Akademik Veri Yönetim Sistemi
PREPARATIVE BIOCHEMISTRY & BIOTECHNOLOGY, cilt.31, sa.1, ss.33-47, 2001 (SCI-Expanded)
In this research, carbonic anhydrase enzyme, which was taken from the bones of an animal, was purified and characterized for the first time. For this, the bones of a young cow were used. The purification treatment was completed in three steps. Three different isoenzymes, such as peripheral, cystolic, and integral from the bone-cell cytozolic isoenzyme were purified and characterized. In purification of the three isoenzymes, the technique of affinity chromatography, which utilized Sepharose-4B-L-Tyrosine-Sulphanylamide, was used. In measuring the activities of enzymes, two different methods were applied. These are the esterase methods that utilize hydratase and p-nitrophenylacetate as substrate.
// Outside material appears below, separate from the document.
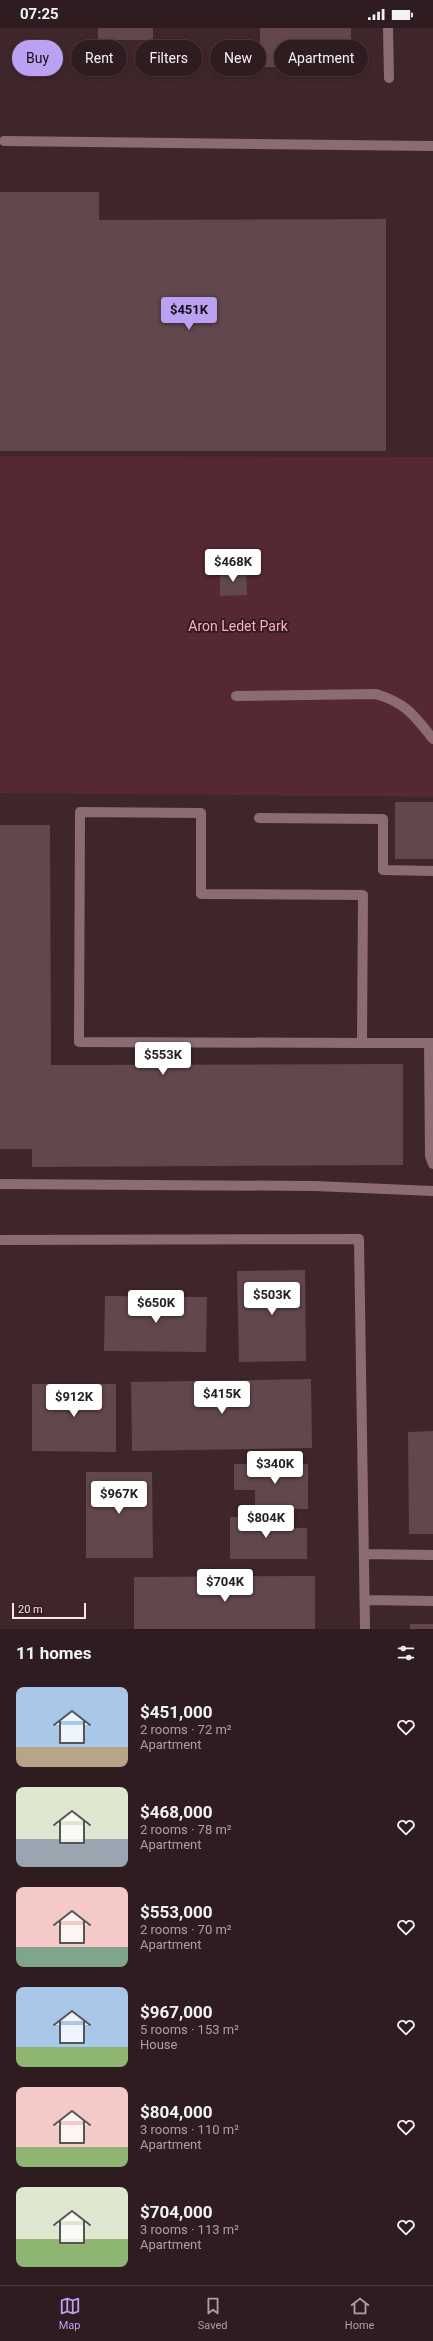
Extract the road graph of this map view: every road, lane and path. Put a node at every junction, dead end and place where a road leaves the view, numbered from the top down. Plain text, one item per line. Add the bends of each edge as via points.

The measurement of proteins was done with the methods of Bradford and Coomassie Brillant Blue. The optimum pH and temperature of each enzyme were measured and molecular weights were measured by gel-filtration. Its purity was examined by SDS-PAGE (3-10% alternating) electrophoresis and the inferior unit was defined. The inhibition effects of some chemicals were tested for each of the three isoenzymes.